Kuybyshev returned to the Soviet Union in July 1926 and became commander and military commissar of the 3rd Rifle Corps. In December, he became the chief of the Main Directorate of the Red Army, which oversaw Red Army combat training, the Inspectorate, mobilization, and recruitment. Between January and November 1928, Kuibyshev was the assistant commander of the Moscow Military District. He commanded the Siberian Military District between November 1928 and November 1929. In December 1929, he became the chief of the Main Directorate again.

Kuybyshev became the secretary of the administrative meetings of the Council of Labor and Defense in October 1930. At the same time, he was also a board member of the Rabkrin, the Workers' and Peasants' Inspectorate, and the chief of the Directorate of Military and Naval Inspection. Between February 1934 and March 1935, Kuybyshev was a member of the Party Control Commission and group leader for military and naval affairs. In April 1935, he became a member of the Bureau of the Party Control Commission.

In June 1937, Kuybyshev became commander of the Transcaucasian Military District.

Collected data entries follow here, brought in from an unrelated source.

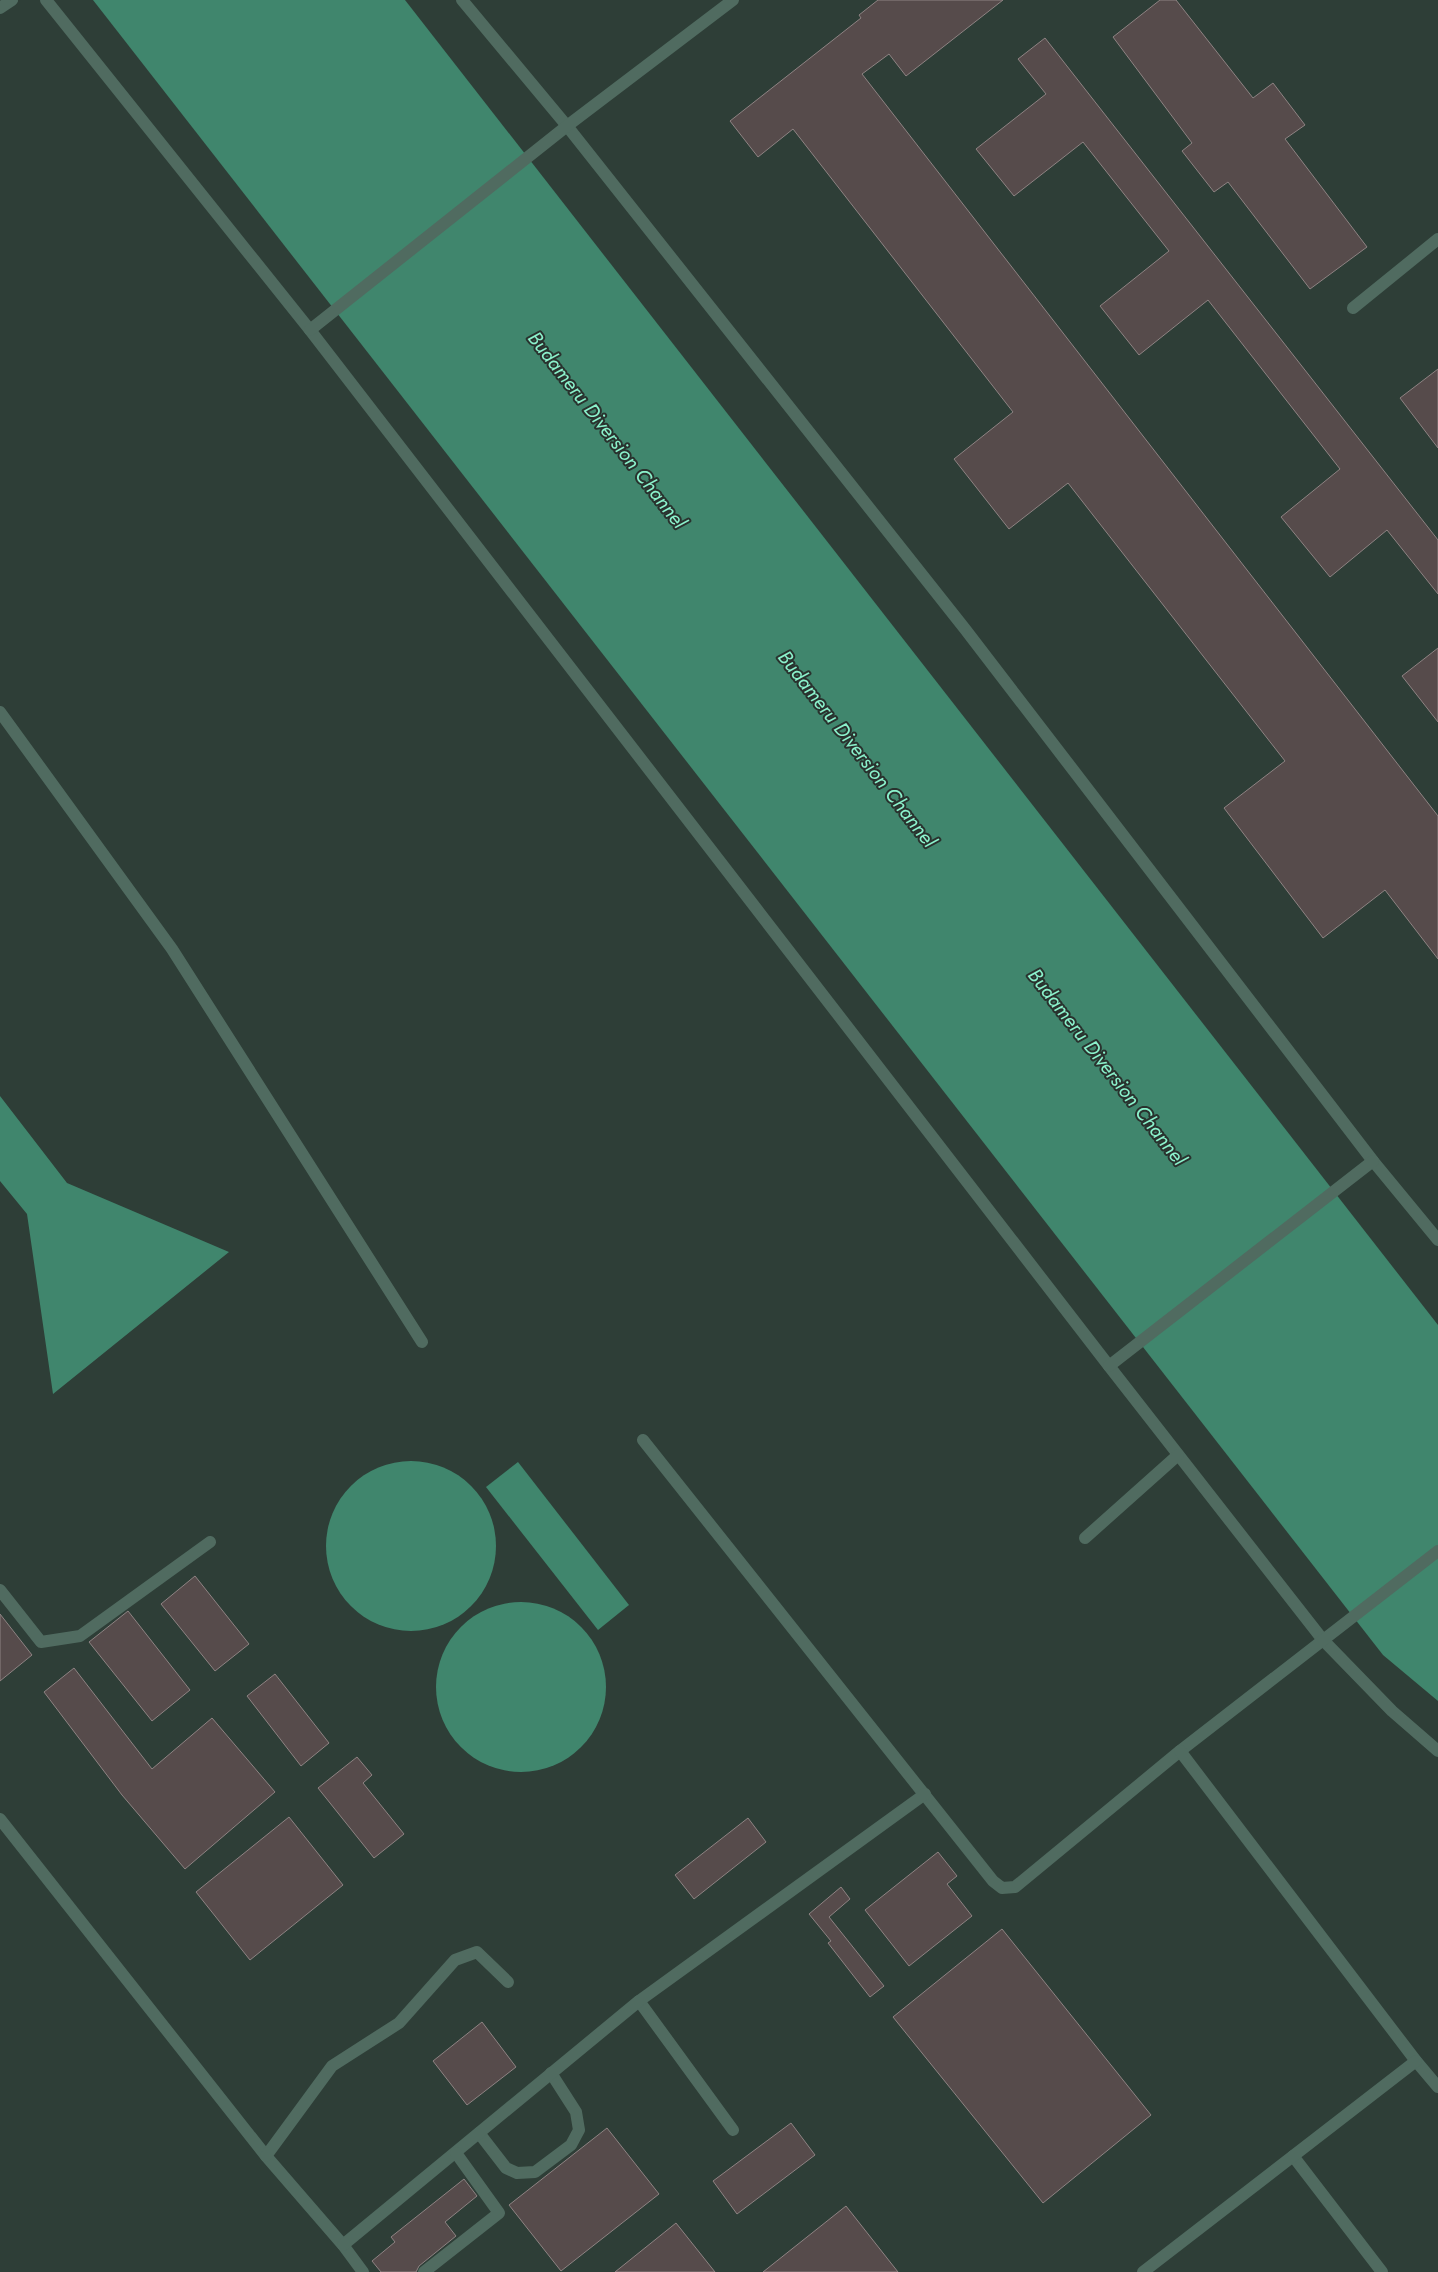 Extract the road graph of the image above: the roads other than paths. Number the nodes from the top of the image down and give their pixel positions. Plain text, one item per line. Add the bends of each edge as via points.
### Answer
1 (12, 0) edge
2 (46, 0) edge
3 (462, 0) edge
4 (734, 0) edge
5 (0, 8) edge
6 (567, 126) junction
7 (1438, 239) edge
8 (1353, 308) dead end
9 (310, 330) junction
10 (0, 712) edge
11 (1373, 1161) junction
12 (1438, 1240) edge
13 (422, 1342) dead end
14 (1109, 1366) junction
15 (643, 1440) dead end
16 (1178, 1455) junction
17 (1086, 1538) dead end
18 (210, 1542) dead end
19 (1438, 1551) edge
20 (0, 1590) edge
21 (1323, 1640) junction
22 (1180, 1751) junction
23 (1438, 1751) edge
24 (925, 1794) junction
25 (0, 1819) edge
26 (508, 1982) dead end
27 (639, 2001) junction
28 (1416, 2062) junction
29 (551, 2074) junction
30 (1438, 2087) edge
31 (733, 2130) dead end
32 (479, 2133) junction
33 (456, 2152) junction
34 (266, 2156) junction
35 (1293, 2156) junction
36 (343, 2245) junction
37 (363, 2272) edge
38 (424, 2272) edge
39 (1143, 2272) edge
40 (1382, 2272) edge

1 - 5 lane
2 - 9 lane
3 - 6 lane
4 - 6 lane
6 - 9 lane
6 - 11 lane via 965,630
7 - 8 lane
9 - 14 lane
10 - 13 lane via 172,949
11 - 12 lane
11 - 14 lane
14 - 16 lane
15 - 24 lane
16 - 17 lane
16 - 21 lane
18 - 20 lane via 80,1636 41,1642
19 - 21 lane
21 - 22 lane
21 - 23 lane via 1392,1711
22 - 24 lane via 1015,1887 1002,1888 993,1881
22 - 28 lane
24 - 27 lane
25 - 34 lane
26 - 34 lane via 477,1952 455,1960 399,2022 332,2066
27 - 29 lane
27 - 31 lane
28 - 30 lane
28 - 35 lane
29 - 32 lane
29 - 32 lane via 576,2112 579,2130 571,2145 535,2172 517,2173 506,2168
32 - 33 lane
33 - 36 lane
33 - 38 lane via 499,2213
34 - 36 lane
35 - 39 lane
35 - 40 lane
36 - 37 lane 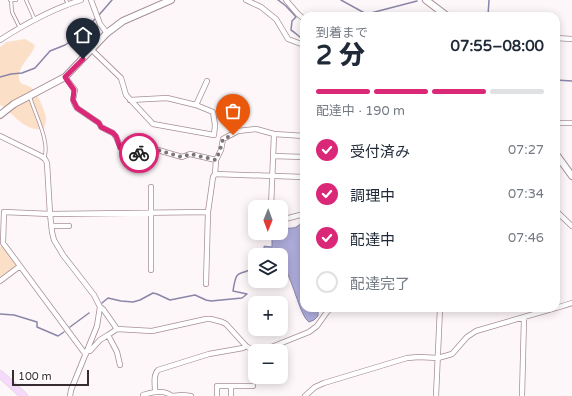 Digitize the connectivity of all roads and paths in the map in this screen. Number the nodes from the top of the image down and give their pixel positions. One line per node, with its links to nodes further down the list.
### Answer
1 (10, 0): 2 (lane); 14 (lane)
2 (16, 0)
3 (26, 0): 13 (lane)
4 (81, 0): 10 (street)
5 (91, 0): 15 (street)
6 (171, 0): 15 (main road)
7 (246, 0): 20 (street)
8 (286, 0): 12 (street)
9 (427, 0): 11 (main road)
10 (67, 2): 13 (street)
11 (442, 12)
12 (300, 16)
13 (35, 20): 14 (street)
14 (20, 28): 19 (street)
15 (107, 33): 21 (main road)
16 (0, 34): 19 (street)
17 (560, 38): 18 (street)
18 (572, 38)
19 (0, 40)
20 (300, 44)
21 (92, 50): 22 (main road); 25 (street)
22 (65, 77): 24 (main road); 36 (street)
23 (207, 81): 26 (street)
24 (30, 97): 27 (main road); 35 (lane)
25 (130, 100): 26 (street); 26 (street)
26 (196, 105)
27 (0, 114)
28 (560, 123): 29 (street)
29 (572, 123)
30 (274, 134): 32 (street); 33 (street); 36 (street)
31 (0, 136): 35 (street)
32 (300, 136)
33 (273, 156): 34 (street); 39 (street)
34 (300, 157)
35 (44, 158): 46 (street)
36 (216, 160): 38 (street)
37 (560, 160): 40 (main road)
38 (215, 174): 39 (street); 44 (street)
39 (272, 176): 41 (street); 43 (street)
40 (572, 176)
41 (300, 177)
42 (151, 187): 45 (street)
43 (271, 200)
44 (208, 212): 45 (street); 57 (street)
45 (152, 213): 46 (street); 55 (street)
46 (50, 214): 50 (street); 53 (street)
47 (300, 215): 49 (street)
48 (560, 215): 52 (street)
49 (288, 218)
50 (52, 226): 51 (street); 59 (street)
51 (70, 226)
52 (572, 226)
53 (2, 244): 54 (street)
54 (20, 266): 56 (street); 68 (street)
55 (151, 270)
56 (0, 281)
57 (206, 284)
58 (572, 303): 60 (street)
59 (100, 307): 65 (street); 68 (street)
60 (560, 307)
61 (327, 312): 67 (street)
62 (440, 312): 69 (street)
63 (543, 312): 64 (street)
64 (524, 318): 69 (street); 85 (street)
65 (117, 329): 66 (street); 67 (street)
66 (108, 335): 68 (street); 70 (street)
67 (246, 346): 74 (street)
68 (87, 352): 77 (street)
69 (438, 358): 83 (street); 84 (street)
70 (120, 365)
71 (0, 374): 76 (main road)
72 (231, 386): 73 (street); 81 (street); 82 (street)
73 (253, 386)
74 (155, 391): 78 (street); 79 (street)
75 (182, 395): 79 (street); 80 (street)
76 (24, 396)
77 (70, 396)
78 (143, 396)
79 (173, 396)
80 (190, 396)
81 (217, 396)
82 (231, 396)
83 (305, 396)
84 (436, 396)
85 (522, 396)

== Arrest and execution ==

After the beginning of the Great Purge, Kuybyshev criticized it for undermining readiness in November, during a meeting of the district's Military Soviet. On 29 January 1938, Kuybyshev was arrested, based on information in confessions extracted from Mikhail Tukhachevsky, Vitaly Primakov, and Boris Feldman. Kuibyshev pleaded guilty to charges that he was involved in a "military-fascist conspiracy," and that he was a spy for the intelligence services of Germany, Poland, Japan, and Lithuania. He was sentenced to death by the Military Collegium for "participating in a military conspiracy" on 1 August 1938 and executed that same day at the Butovo firing range, where he was interred in a mass grave.

On 19 May 1956, he was posthumously pardoned by decision of the Military Collegium.